Stable at about 8 per cent in the polls, die Linke is still trailing the extreme-right Alternative fur Deutschland (AfD), which is anticipated to win between 8 and 11 per cent of votes. This means it would enter the German parliament, the Bundestag, for the first time, becoming its third biggest party.

At the core of die Linke’s manifesto is the redistribution of wealth, a peaceful foreign policy and measures to stamp out the remaining social rift between east and west Germany.  

The party strives to challenge Merkel’s feel-good slogans by putting the spotlight on the discrepancies between rich and poor, and east and west.

 “When we look around to Portugal, Spain, Italy, and maybe even to the UK, we seem happy," says Liebich. "We don’t have an exit [from the EU] debate or a high unemployment rate. And yet, there is a part of Germany that sees that things are not going so well."

And for some of die Linke’s eastern electorate, immigration is at the top of the list of grievances, putting pressure on a party which has always defended an open door-policy – something Liebich acknowledges.

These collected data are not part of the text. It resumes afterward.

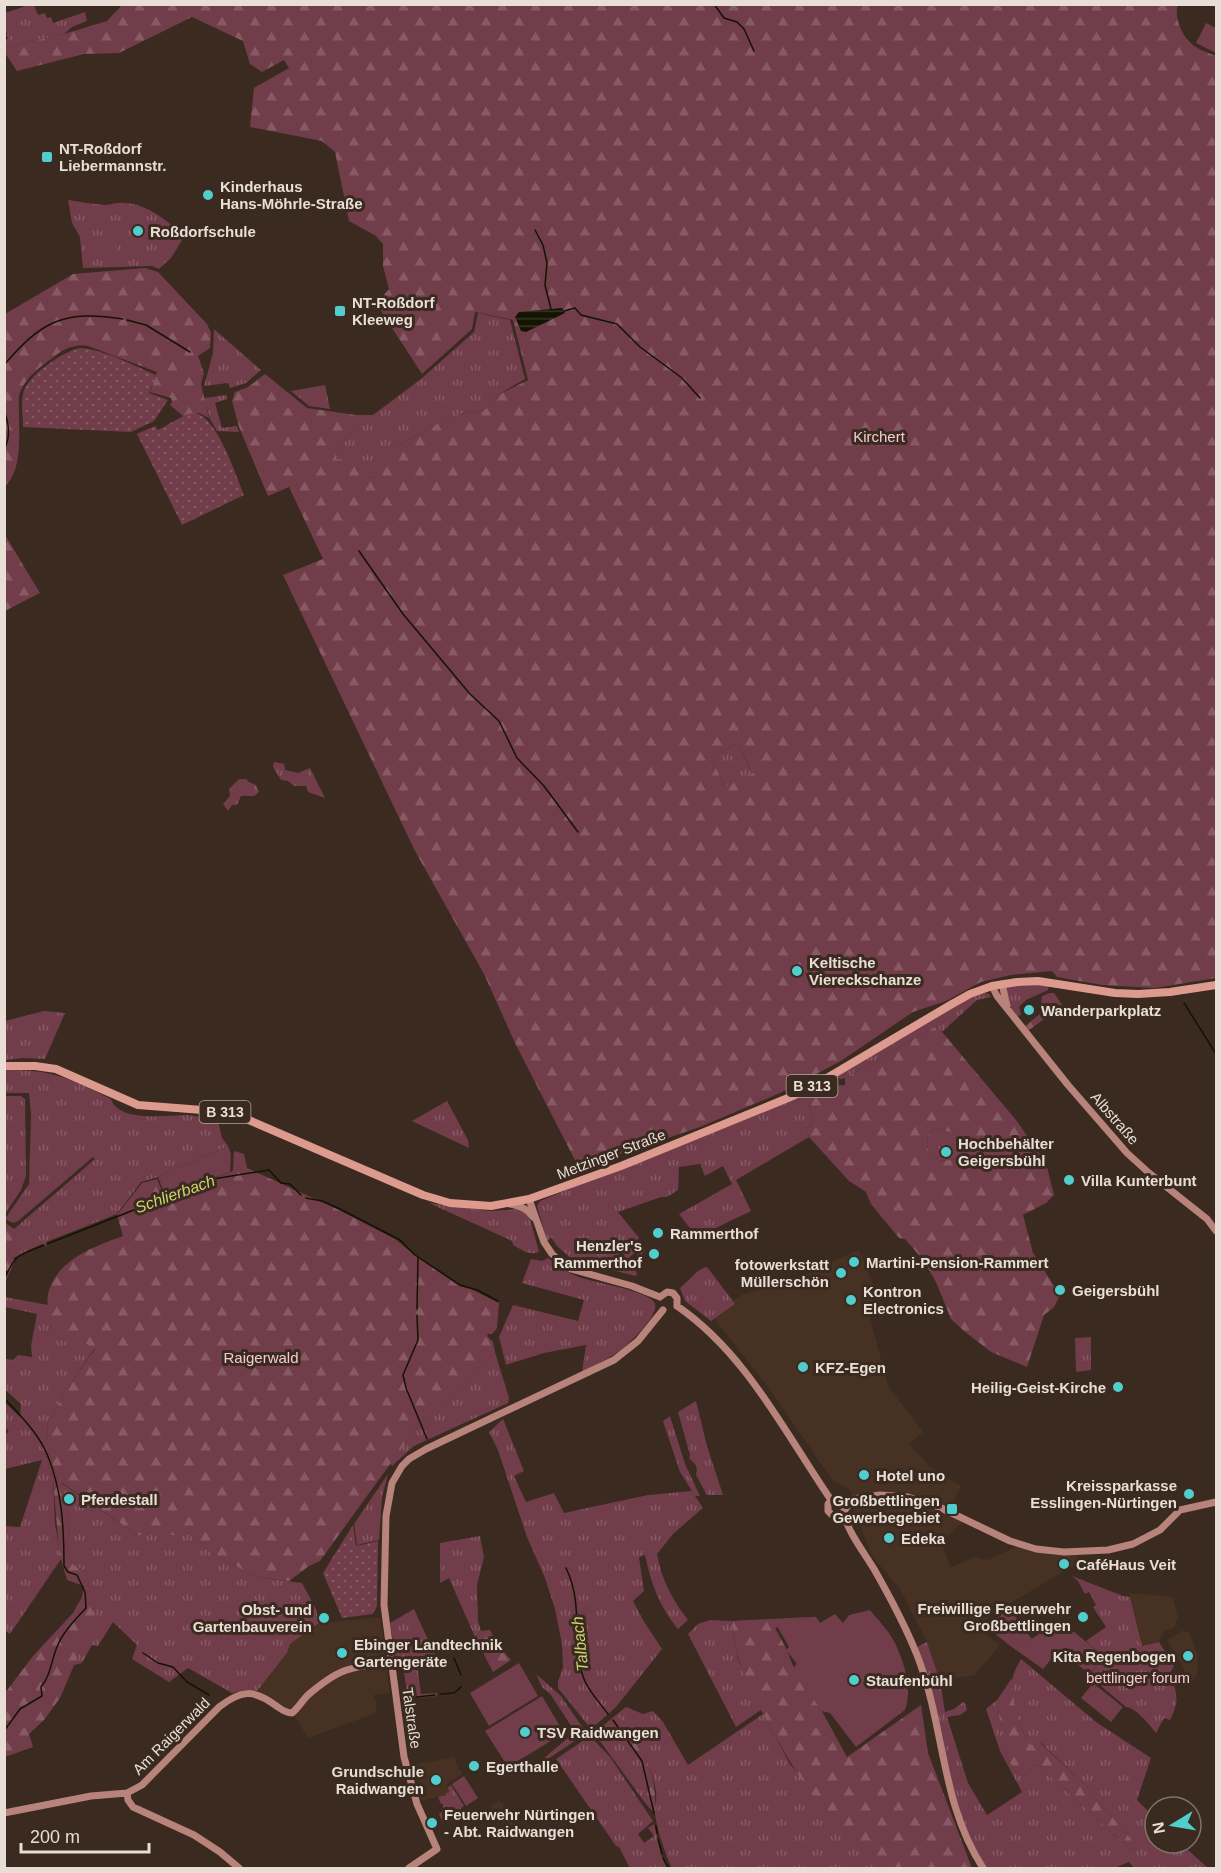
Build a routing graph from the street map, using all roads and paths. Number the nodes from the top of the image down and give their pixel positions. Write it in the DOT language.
graph roads {
  1 [pos="1002,984"];
  2 [pos="1216,985"];
  3 [pos="992,986"];
  4 [pos="1008,1009"];
  5 [pos="4,1066"];
  6 [pos="529,1199"];
  7 [pos="509,1204"];
  8 [pos="536,1221"];
  9 [pos="1216,1231"];
  10 [pos="660,1297"];
  11 [pos="677,1306"];
  12 [pos="663,1310"];
  13 [pos="831,1500"];
  14 [pos="1216,1503"];
  15 [pos="842,1509"];
  16 [pos="390,1662"];
  17 [pos="127,1793"];
  18 [pos="4,1813"];
  19 [pos="239,1869"];
  20 [pos="409,1869"];
  21 [pos="983,1869"];
  1 -- 2 [label="main road, Metzinger Straße / B 313"];
  1 -- 3 [label="main road, Metzinger Straße / B 313"];
  1 -- 4 [label="street, Albstraße"];
  3 -- 4 [label="street, Albstraße"];
  3 -- 6 [label="main road, Metzinger Straße / B 313"];
  4 -- 9 [label="street, Albstraße"];
  5 -- 7 [label="main road, Metzinger Straße / B 313"];
  6 -- 7 [label="main road, Metzinger Straße / B 313"];
  6 -- 8 [label="street"];
  7 -- 8 [label="street"];
  8 -- 10 [label="street"];
  10 -- 11 [label="street"];
  10 -- 12 [label="street"];
  11 -- 12 [label="street"];
  11 -- 13 [label="street"];
  12 -- 16 [label="street, Talstraße"];
  13 -- 15 [label="street"];
  13 -- 15 [label="street"];
  14 -- 15 [label="street"];
  15 -- 21 [label="street"];
  16 -- 17 [label="street, Am Raigerwald"];
  16 -- 20 [label="street, Talstraße"];
  17 -- 18 [label="street"];
  17 -- 19 [label="street"];
}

“In Berlin a majority of voters say they are open to people who need help, but in the eastern states, where we have a high unemployment rate and a lot of people who are not used to living with people of other cultures, there is a lot of anger."

That will add to concerns that large numbers of silent AfD supporters could create a surprise in the traditionally left-wing area of east Germany, where the far-right party is capitalising on the anti-immigration sentiment. The left seems to be squeezed between Merkel’s move to the centre ground and the AfD’s growing populist threat.

For Neugebauer the prospect of AfD members in parliament should force left-wing parties to sharpen their political lines, and form a consensus bloc against the rising extreme-right. The silver lining lies in the hope that all three left-wing parties – die Linke, die Grünen and die SPD – find themselves together in the opposition.

“Then, there would be an opportunity to start a conversation about what the parties have in common and start working together," he says. "It would be a chance for the German left to find itself again and create a vision for co-operation.” 

And yet, commentators still anticipate that at least some part of the left will end up working with Merkel, either through a grand coalition with the SPD or a three-way “Jamaica coalition”, with the pro-business FDP and the Greens. For the German left the time for cooperation, and a shot at taking charge of Germany's future, may still be some years away.